# TASK TO COMPLETE
Match the string "junctions" against each line below, and copy every line that matches.

[Saved entries]
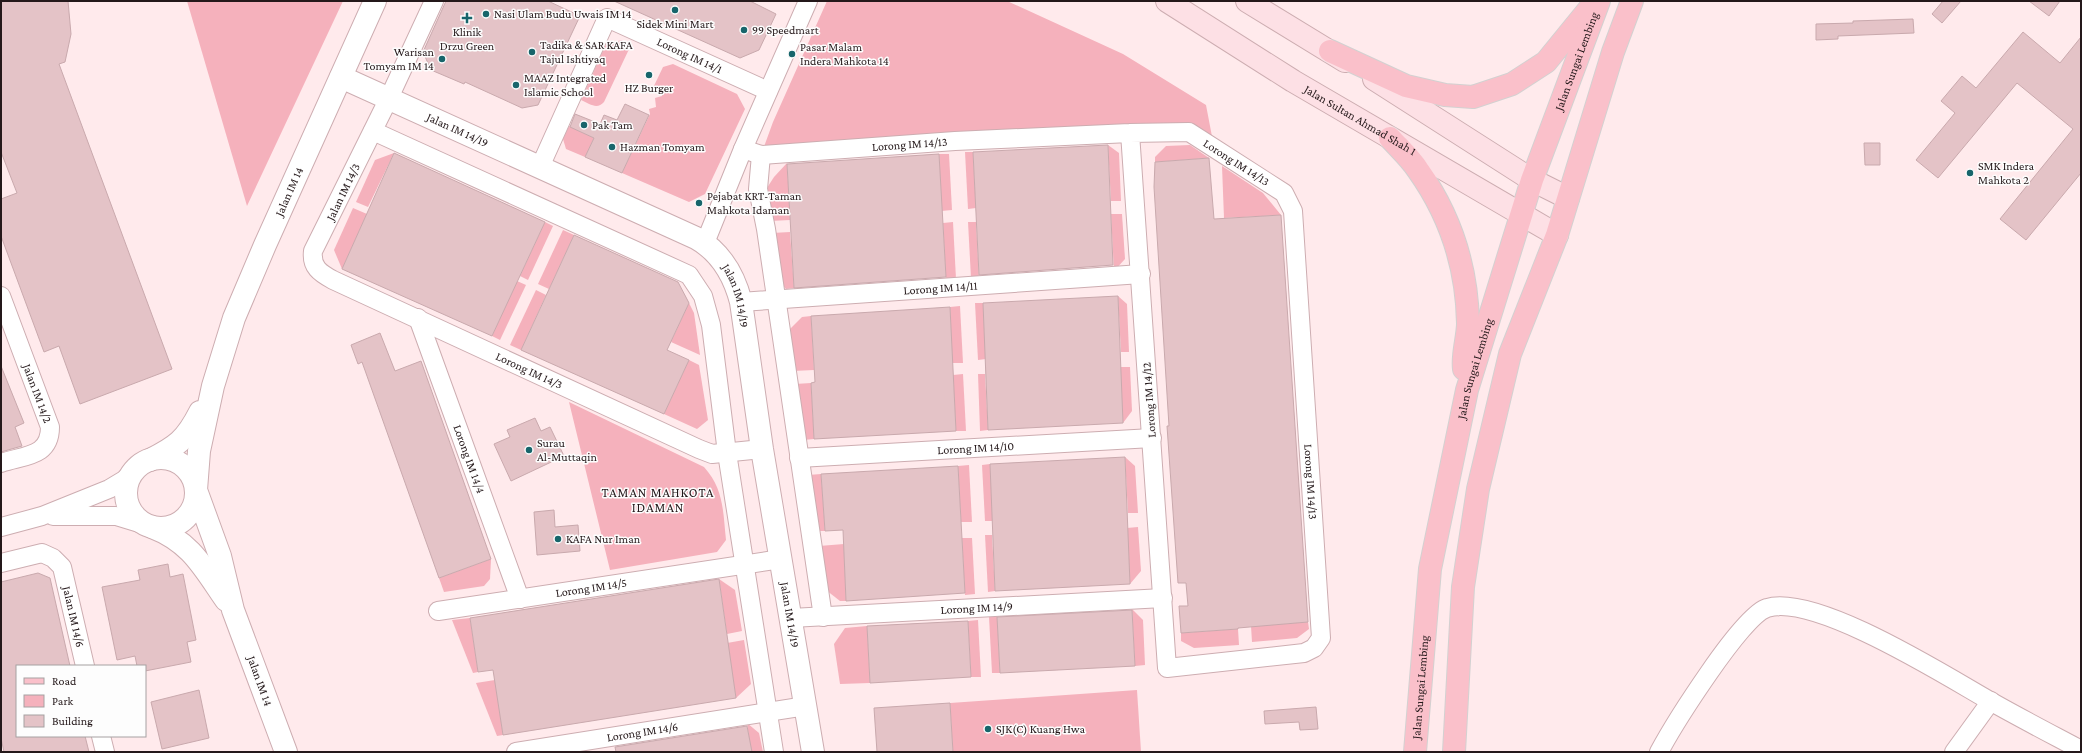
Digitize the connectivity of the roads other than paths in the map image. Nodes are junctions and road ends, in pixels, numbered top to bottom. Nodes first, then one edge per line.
1 (375, 1) edge
2 (434, 1) edge
3 (808, 1) edge
4 (1167, 1) edge
5 (1247, 1) edge
6 (1598, 1) edge
7 (1632, 1) edge
8 (1330, 51) junction
9 (341, 77) junction
10 (768, 91) junction
11 (389, 98) junction
12 (373, 131) junction
13 (1130, 133) junction
14 (1390, 138) junction
15 (743, 149) junction
16 (761, 155) junction
17 (540, 166) junction
18 (1532, 180) junction
19 (1568, 198) junction
20 (1521, 213) junction
21 (1557, 235) junction
22 (705, 243) junction
23 (1140, 274) junction
24 (333, 280) joint
25 (1, 296) edge
26 (776, 300) junction
27 (741, 302) junction
28 (418, 318) junction
29 (213, 386) junction
30 (1467, 390) junction
31 (1152, 438) junction
32 (762, 449) junction
33 (727, 453) junction
34 (799, 458) junction
35 (1, 463) edge
36 (141, 464) junction
37 (196, 490) junction
38 (42, 516) junction
39 (1, 527) edge
40 (152, 527) junction
41 (781, 560) junction
42 (1, 563) edge
43 (745, 565) junction
44 (1163, 598) junction
45 (520, 599) junction
46 (233, 610) junction
47 (438, 611) dead end
48 (823, 617) junction
49 (791, 618) junction
50 (85, 665) edge
51 (1167, 668) joint
52 (1991, 701) junction
53 (806, 706) junction
54 (768, 712) junction
55 (101, 737) edge
56 (2081, 750) edge
57 (105, 752) edge
58 (286, 752) edge
59 (516, 752) edge
60 (774, 752) edge
61 (813, 752) edge
62 (1415, 752) edge
63 (1454, 752) edge
64 (1659, 752) edge
65 (1954, 752) edge

1 - 9 street, Jalan IM 14
2 - 11 street, Jalan IM 14/3
3 - 10 street
4 - 14 main road, Jalan Sultan Ahmad Shah 1
5 - 8 main road
6 - 8 main road
6 - 18 main road, Jalan Sungai Lembing
7 - 19 main road
8 - 18 main road
9 - 11 street, Jalan IM 14/19
9 - 29 street, Jalan IM 14
10 - 15 street
10 - 17 street, Lorong IM 14/1
11 - 12 street, Jalan IM 14/3
11 - 17 street, Jalan IM 14/19
12 - 24 street, Jalan IM 14/3
12 - 33 street
13 - 16 street, Lorong IM 14/13
13 - 23 street, Lorong IM 14/12
13 - 51 street, Lorong IM 14/13
14 - 20 main road, Jalan Sultan Ahmad Shah 1
14 - 30 main road
15 - 16 street, Lorong IM 14/13
15 - 22 street
16 - 26 street
17 - 22 street, Jalan IM 14/19
18 - 19 main road
18 - 20 main road, Jalan Sungai Lembing
19 - 21 main road
20 - 21 main road, Jalan Sultan Ahmad Shah 1
20 - 30 main road, Jalan Sungai Lembing
21 - 63 main road
22 - 27 street, Jalan IM 14/19
23 - 26 street, Lorong IM 14/11
23 - 31 street, Lorong IM 14/12
24 - 28 street, Lorong IM 14/3
25 - 35 street, Jalan IM 14/2
26 - 27 street, Lorong IM 14/11
26 - 34 street
27 - 32 street, Jalan IM 14/19
28 - 33 street, Lorong IM 14/3
28 - 45 street, Lorong IM 14/4
29 - 36 street, Jalan IM 14
29 - 37 street, Jalan IM 14
30 - 62 main road, Jalan Sungai Lembing
31 - 34 street, Lorong IM 14/10
31 - 44 street, Lorong IM 14/12
32 - 33 street
32 - 41 street, Jalan IM 14/19
33 - 43 street
34 - 48 street
36 - 37 street
36 - 38 street
36 - 40 street
37 - 40 street
37 - 46 street
38 - 39 street
38 - 40 street
40 - 46 street
41 - 43 street, Lorong IM 14/5
41 - 49 street, Jalan IM 14/19
42 - 50 street, Jalan IM 14/6
43 - 45 street, Lorong IM 14/5
43 - 54 street
44 - 48 street, Lorong IM 14/9
44 - 51 street, Lorong IM 14/12
45 - 47 street, Lorong IM 14/5
46 - 58 street, Jalan IM 14
48 - 49 street, Lorong IM 14/9
49 - 53 street, Jalan IM 14/19
52 - 56 street
52 - 64 street
52 - 65 street
53 - 54 street, Lorong IM 14/6
53 - 61 street, Jalan IM 14/19
54 - 59 street, Lorong IM 14/6
54 - 60 street
55 - 57 street

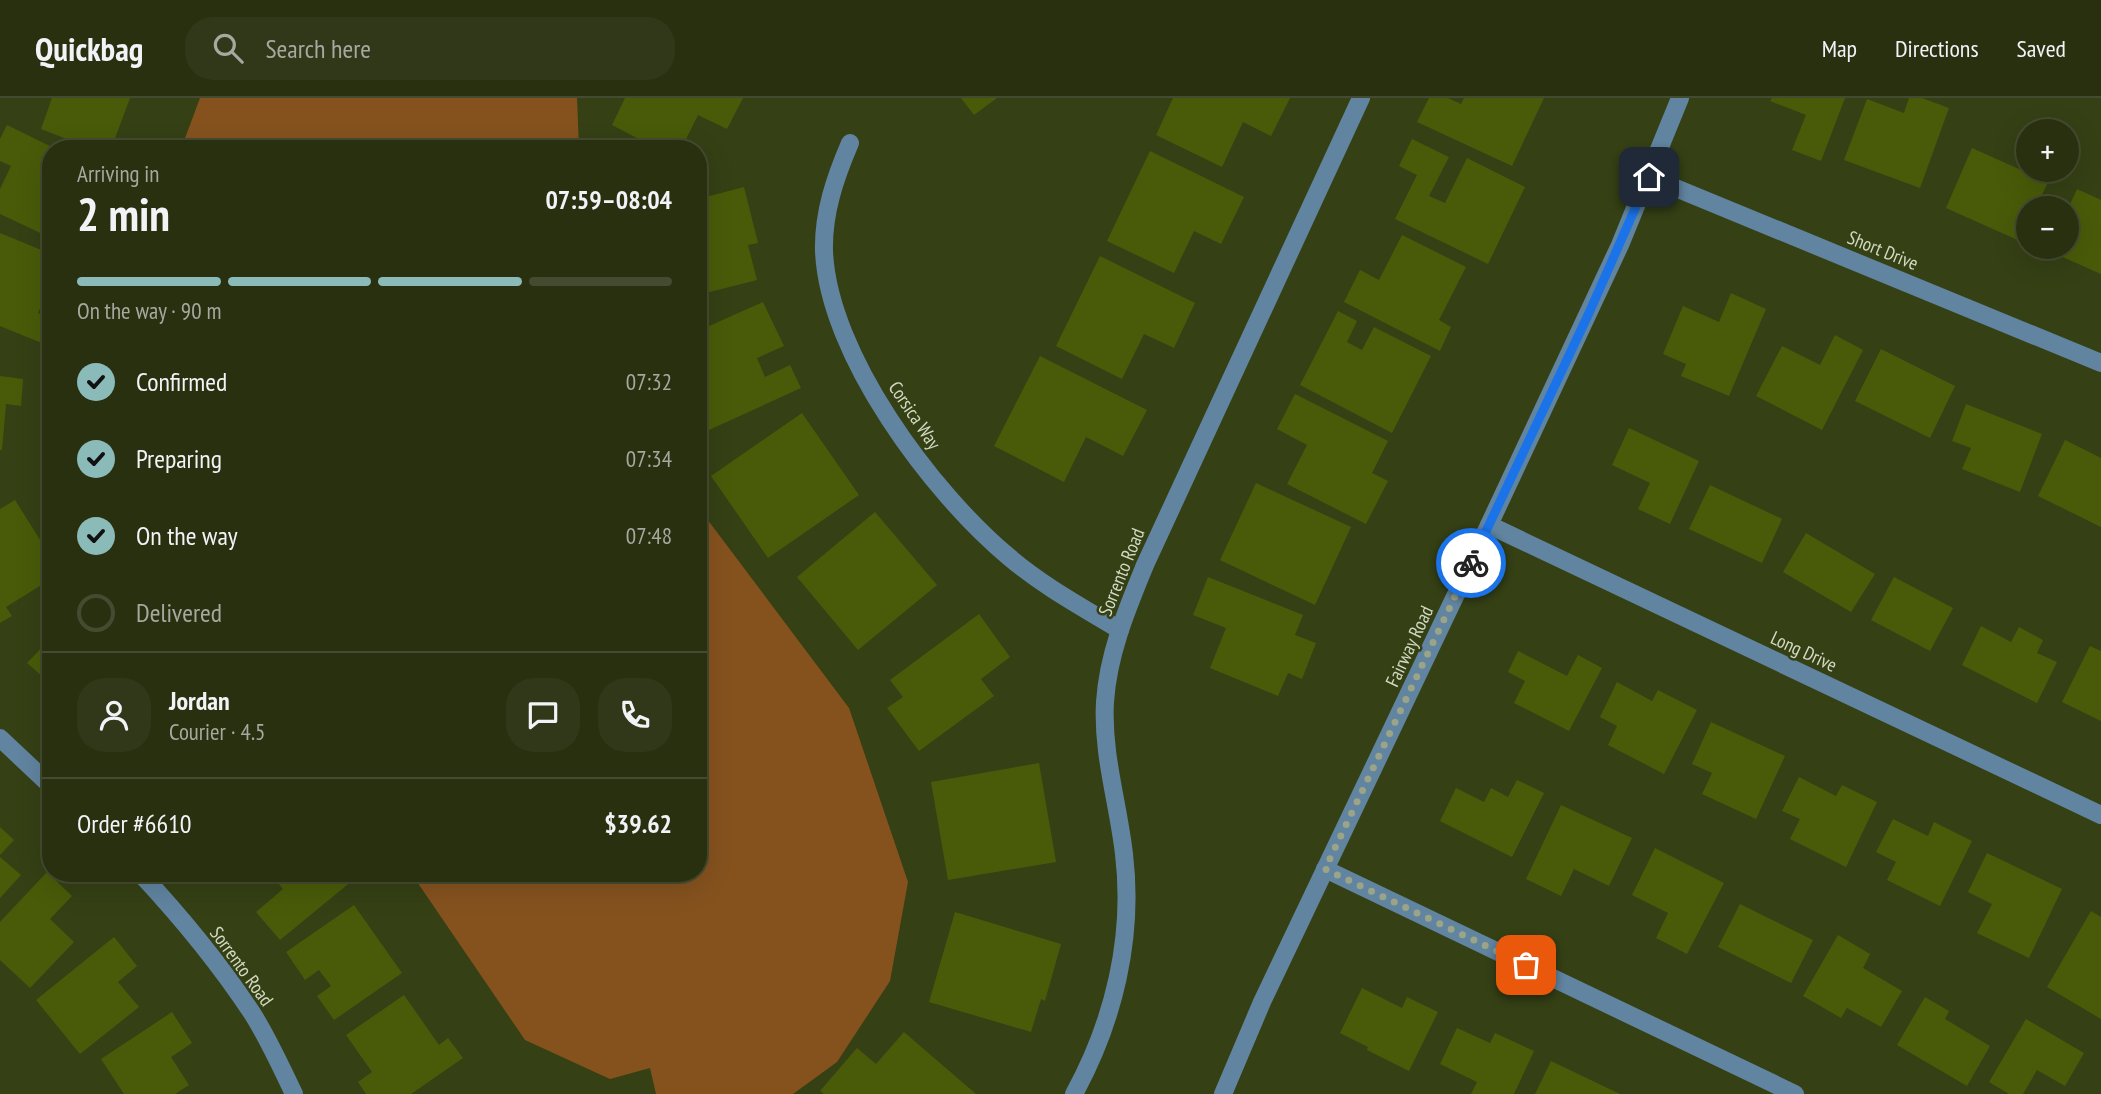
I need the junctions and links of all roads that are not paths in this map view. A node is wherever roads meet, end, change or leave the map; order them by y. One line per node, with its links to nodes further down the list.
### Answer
1 (1361, 98): 7 (street, Sorrento Road)
2 (1680, 98): 4 (street, Fairway Road)
3 (850, 143): 7 (street, Corsica Way)
4 (1649, 177): 5 (street, Short Drive); 6 (street, Fairway Road)
5 (2101, 363)
6 (1489, 525): 10 (street, Long Drive); 11 (street, Fairway Road)
7 (1120, 630): 14 (street, Sorrento Road)
8 (0, 738): 9 (street)
9 (42, 778)
10 (2101, 814)
11 (1325, 869): 15 (street, Fairway Road); 16 (street)
12 (149, 882): 13 (street, Sorrento Road)
13 (294, 1094)
14 (1074, 1094)
15 (1223, 1094)
16 (1796, 1094)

# RESULT FOR THIS TASK
Digitize the connectivity of the roads other than paths in the map image. Nodes are junctions and road ends, in pixels, numbered top to bottom. Nodes first, then one edge per line.
I need the junctions and links of all roads that are not paths in this map view. A node is wherever roads meet, end, change or leave the map; order them by y. One line per node, with its links to nodes further down the list.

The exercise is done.